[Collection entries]
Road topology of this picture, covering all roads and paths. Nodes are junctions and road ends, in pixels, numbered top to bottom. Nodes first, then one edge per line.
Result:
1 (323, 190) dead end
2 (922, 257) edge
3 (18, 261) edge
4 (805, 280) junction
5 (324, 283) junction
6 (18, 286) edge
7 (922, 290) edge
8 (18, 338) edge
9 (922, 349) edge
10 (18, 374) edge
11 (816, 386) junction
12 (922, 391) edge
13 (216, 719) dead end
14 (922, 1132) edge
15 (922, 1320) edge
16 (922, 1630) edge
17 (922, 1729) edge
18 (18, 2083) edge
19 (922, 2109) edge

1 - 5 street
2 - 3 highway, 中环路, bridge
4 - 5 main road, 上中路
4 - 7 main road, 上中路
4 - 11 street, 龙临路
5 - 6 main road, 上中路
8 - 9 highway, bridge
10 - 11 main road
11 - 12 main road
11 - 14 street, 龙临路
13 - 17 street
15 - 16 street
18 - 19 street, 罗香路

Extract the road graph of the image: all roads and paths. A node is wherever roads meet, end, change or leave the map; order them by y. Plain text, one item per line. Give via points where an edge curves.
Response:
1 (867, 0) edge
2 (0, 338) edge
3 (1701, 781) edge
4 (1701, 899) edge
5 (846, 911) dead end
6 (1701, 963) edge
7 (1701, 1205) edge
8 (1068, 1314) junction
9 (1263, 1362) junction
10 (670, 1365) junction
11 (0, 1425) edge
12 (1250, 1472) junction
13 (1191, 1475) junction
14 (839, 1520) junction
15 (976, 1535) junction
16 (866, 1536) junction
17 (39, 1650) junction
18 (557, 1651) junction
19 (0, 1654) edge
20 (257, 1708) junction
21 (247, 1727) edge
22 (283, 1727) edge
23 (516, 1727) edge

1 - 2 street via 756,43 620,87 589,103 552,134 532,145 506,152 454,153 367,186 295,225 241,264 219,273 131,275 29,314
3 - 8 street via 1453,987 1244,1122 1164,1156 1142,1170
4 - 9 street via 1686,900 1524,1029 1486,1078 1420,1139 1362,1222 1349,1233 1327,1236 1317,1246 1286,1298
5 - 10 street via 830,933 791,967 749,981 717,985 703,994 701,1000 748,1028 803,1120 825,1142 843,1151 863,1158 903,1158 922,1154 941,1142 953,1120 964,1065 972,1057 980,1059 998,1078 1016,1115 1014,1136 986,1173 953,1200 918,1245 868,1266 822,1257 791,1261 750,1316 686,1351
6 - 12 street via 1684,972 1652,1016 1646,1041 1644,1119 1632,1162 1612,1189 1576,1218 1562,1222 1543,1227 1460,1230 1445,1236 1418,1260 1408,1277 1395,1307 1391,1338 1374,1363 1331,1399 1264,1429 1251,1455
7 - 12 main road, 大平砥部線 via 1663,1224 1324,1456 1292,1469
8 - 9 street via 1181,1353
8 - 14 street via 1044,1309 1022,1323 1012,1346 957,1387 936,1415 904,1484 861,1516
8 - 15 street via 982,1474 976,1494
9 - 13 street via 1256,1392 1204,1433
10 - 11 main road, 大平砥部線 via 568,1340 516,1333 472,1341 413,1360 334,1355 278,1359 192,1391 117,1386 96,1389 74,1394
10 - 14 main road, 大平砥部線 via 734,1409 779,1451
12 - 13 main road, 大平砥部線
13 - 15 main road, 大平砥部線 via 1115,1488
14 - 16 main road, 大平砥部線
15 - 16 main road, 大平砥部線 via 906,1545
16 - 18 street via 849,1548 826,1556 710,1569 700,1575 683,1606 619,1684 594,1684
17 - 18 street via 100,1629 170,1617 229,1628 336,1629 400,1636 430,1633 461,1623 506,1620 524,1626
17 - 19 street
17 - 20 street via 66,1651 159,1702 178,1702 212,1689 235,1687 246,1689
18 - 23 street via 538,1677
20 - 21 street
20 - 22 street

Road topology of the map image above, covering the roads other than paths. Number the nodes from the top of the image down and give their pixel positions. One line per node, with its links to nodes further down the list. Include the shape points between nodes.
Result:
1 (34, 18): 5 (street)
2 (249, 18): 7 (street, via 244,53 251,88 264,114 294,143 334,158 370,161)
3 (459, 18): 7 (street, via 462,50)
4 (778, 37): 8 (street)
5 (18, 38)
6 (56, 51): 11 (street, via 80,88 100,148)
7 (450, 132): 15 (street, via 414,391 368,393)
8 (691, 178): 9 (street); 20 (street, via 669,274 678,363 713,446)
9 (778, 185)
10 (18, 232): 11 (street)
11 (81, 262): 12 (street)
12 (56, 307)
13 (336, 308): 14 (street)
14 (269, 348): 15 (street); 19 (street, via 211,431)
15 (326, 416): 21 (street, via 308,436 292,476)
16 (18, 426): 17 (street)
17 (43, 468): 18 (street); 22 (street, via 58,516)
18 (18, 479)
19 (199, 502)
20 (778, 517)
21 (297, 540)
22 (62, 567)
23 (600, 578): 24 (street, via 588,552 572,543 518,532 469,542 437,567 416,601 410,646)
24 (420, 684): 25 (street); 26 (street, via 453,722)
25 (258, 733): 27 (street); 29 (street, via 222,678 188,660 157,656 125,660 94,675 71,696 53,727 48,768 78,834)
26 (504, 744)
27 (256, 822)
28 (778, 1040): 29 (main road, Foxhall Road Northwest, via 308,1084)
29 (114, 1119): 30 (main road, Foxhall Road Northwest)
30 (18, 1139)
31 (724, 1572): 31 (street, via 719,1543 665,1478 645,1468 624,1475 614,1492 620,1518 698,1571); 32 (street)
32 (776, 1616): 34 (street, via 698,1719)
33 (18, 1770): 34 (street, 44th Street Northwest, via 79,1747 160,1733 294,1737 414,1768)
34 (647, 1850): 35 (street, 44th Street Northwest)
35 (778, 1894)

- TASK
Retype each line above, keeping every character.

- TASK RESULT
Road topology of this picture, covering all roads and paths. Nodes are junctions and road ends, in pixels, numbered top to bottom. Nodes first, then one edge per line.
Result:
1 (323, 190) dead end
2 (922, 257) edge
3 (18, 261) edge
4 (805, 280) junction
5 (324, 283) junction
6 (18, 286) edge
7 (922, 290) edge
8 (18, 338) edge
9 (922, 349) edge
10 (18, 374) edge
11 (816, 386) junction
12 (922, 391) edge
13 (216, 719) dead end
14 (922, 1132) edge
15 (922, 1320) edge
16 (922, 1630) edge
17 (922, 1729) edge
18 (18, 2083) edge
19 (922, 2109) edge

1 - 5 street
2 - 3 highway, 中环路, bridge
4 - 5 main road, 上中路
4 - 7 main road, 上中路
4 - 11 street, 龙临路
5 - 6 main road, 上中路
8 - 9 highway, bridge
10 - 11 main road
11 - 12 main road
11 - 14 street, 龙临路
13 - 17 street
15 - 16 street
18 - 19 street, 罗香路

Extract the road graph of the image: all roads and paths. A node is wherever roads meet, end, change or leave the map; order them by y. Plain text, one item per line. Give via points where an edge curves.
Response:
1 (867, 0) edge
2 (0, 338) edge
3 (1701, 781) edge
4 (1701, 899) edge
5 (846, 911) dead end
6 (1701, 963) edge
7 (1701, 1205) edge
8 (1068, 1314) junction
9 (1263, 1362) junction
10 (670, 1365) junction
11 (0, 1425) edge
12 (1250, 1472) junction
13 (1191, 1475) junction
14 (839, 1520) junction
15 (976, 1535) junction
16 (866, 1536) junction
17 (39, 1650) junction
18 (557, 1651) junction
19 (0, 1654) edge
20 (257, 1708) junction
21 (247, 1727) edge
22 (283, 1727) edge
23 (516, 1727) edge

1 - 2 street via 756,43 620,87 589,103 552,134 532,145 506,152 454,153 367,186 295,225 241,264 219,273 131,275 29,314
3 - 8 street via 1453,987 1244,1122 1164,1156 1142,1170
4 - 9 street via 1686,900 1524,1029 1486,1078 1420,1139 1362,1222 1349,1233 1327,1236 1317,1246 1286,1298
5 - 10 street via 830,933 791,967 749,981 717,985 703,994 701,1000 748,1028 803,1120 825,1142 843,1151 863,1158 903,1158 922,1154 941,1142 953,1120 964,1065 972,1057 980,1059 998,1078 1016,1115 1014,1136 986,1173 953,1200 918,1245 868,1266 822,1257 791,1261 750,1316 686,1351
6 - 12 street via 1684,972 1652,1016 1646,1041 1644,1119 1632,1162 1612,1189 1576,1218 1562,1222 1543,1227 1460,1230 1445,1236 1418,1260 1408,1277 1395,1307 1391,1338 1374,1363 1331,1399 1264,1429 1251,1455
7 - 12 main road, 大平砥部線 via 1663,1224 1324,1456 1292,1469
8 - 9 street via 1181,1353
8 - 14 street via 1044,1309 1022,1323 1012,1346 957,1387 936,1415 904,1484 861,1516
8 - 15 street via 982,1474 976,1494
9 - 13 street via 1256,1392 1204,1433
10 - 11 main road, 大平砥部線 via 568,1340 516,1333 472,1341 413,1360 334,1355 278,1359 192,1391 117,1386 96,1389 74,1394
10 - 14 main road, 大平砥部線 via 734,1409 779,1451
12 - 13 main road, 大平砥部線
13 - 15 main road, 大平砥部線 via 1115,1488
14 - 16 main road, 大平砥部線
15 - 16 main road, 大平砥部線 via 906,1545
16 - 18 street via 849,1548 826,1556 710,1569 700,1575 683,1606 619,1684 594,1684
17 - 18 street via 100,1629 170,1617 229,1628 336,1629 400,1636 430,1633 461,1623 506,1620 524,1626
17 - 19 street
17 - 20 street via 66,1651 159,1702 178,1702 212,1689 235,1687 246,1689
18 - 23 street via 538,1677
20 - 21 street
20 - 22 street

Road topology of the map image above, covering the roads other than paths. Number the nodes from the top of the image down and give their pixel positions. One line per node, with its links to nodes further down the list. Include the shape points between nodes.
Result:
1 (34, 18): 5 (street)
2 (249, 18): 7 (street, via 244,53 251,88 264,114 294,143 334,158 370,161)
3 (459, 18): 7 (street, via 462,50)
4 (778, 37): 8 (street)
5 (18, 38)
6 (56, 51): 11 (street, via 80,88 100,148)
7 (450, 132): 15 (street, via 414,391 368,393)
8 (691, 178): 9 (street); 20 (street, via 669,274 678,363 713,446)
9 (778, 185)
10 (18, 232): 11 (street)
11 (81, 262): 12 (street)
12 (56, 307)
13 (336, 308): 14 (street)
14 (269, 348): 15 (street); 19 (street, via 211,431)
15 (326, 416): 21 (street, via 308,436 292,476)
16 (18, 426): 17 (street)
17 (43, 468): 18 (street); 22 (street, via 58,516)
18 (18, 479)
19 (199, 502)
20 (778, 517)
21 (297, 540)
22 (62, 567)
23 (600, 578): 24 (street, via 588,552 572,543 518,532 469,542 437,567 416,601 410,646)
24 (420, 684): 25 (street); 26 (street, via 453,722)
25 (258, 733): 27 (street); 29 (street, via 222,678 188,660 157,656 125,660 94,675 71,696 53,727 48,768 78,834)
26 (504, 744)
27 (256, 822)
28 (778, 1040): 29 (main road, Foxhall Road Northwest, via 308,1084)
29 (114, 1119): 30 (main road, Foxhall Road Northwest)
30 (18, 1139)
31 (724, 1572): 31 (street, via 719,1543 665,1478 645,1468 624,1475 614,1492 620,1518 698,1571); 32 (street)
32 (776, 1616): 34 (street, via 698,1719)
33 (18, 1770): 34 (street, 44th Street Northwest, via 79,1747 160,1733 294,1737 414,1768)
34 (647, 1850): 35 (street, 44th Street Northwest)
35 (778, 1894)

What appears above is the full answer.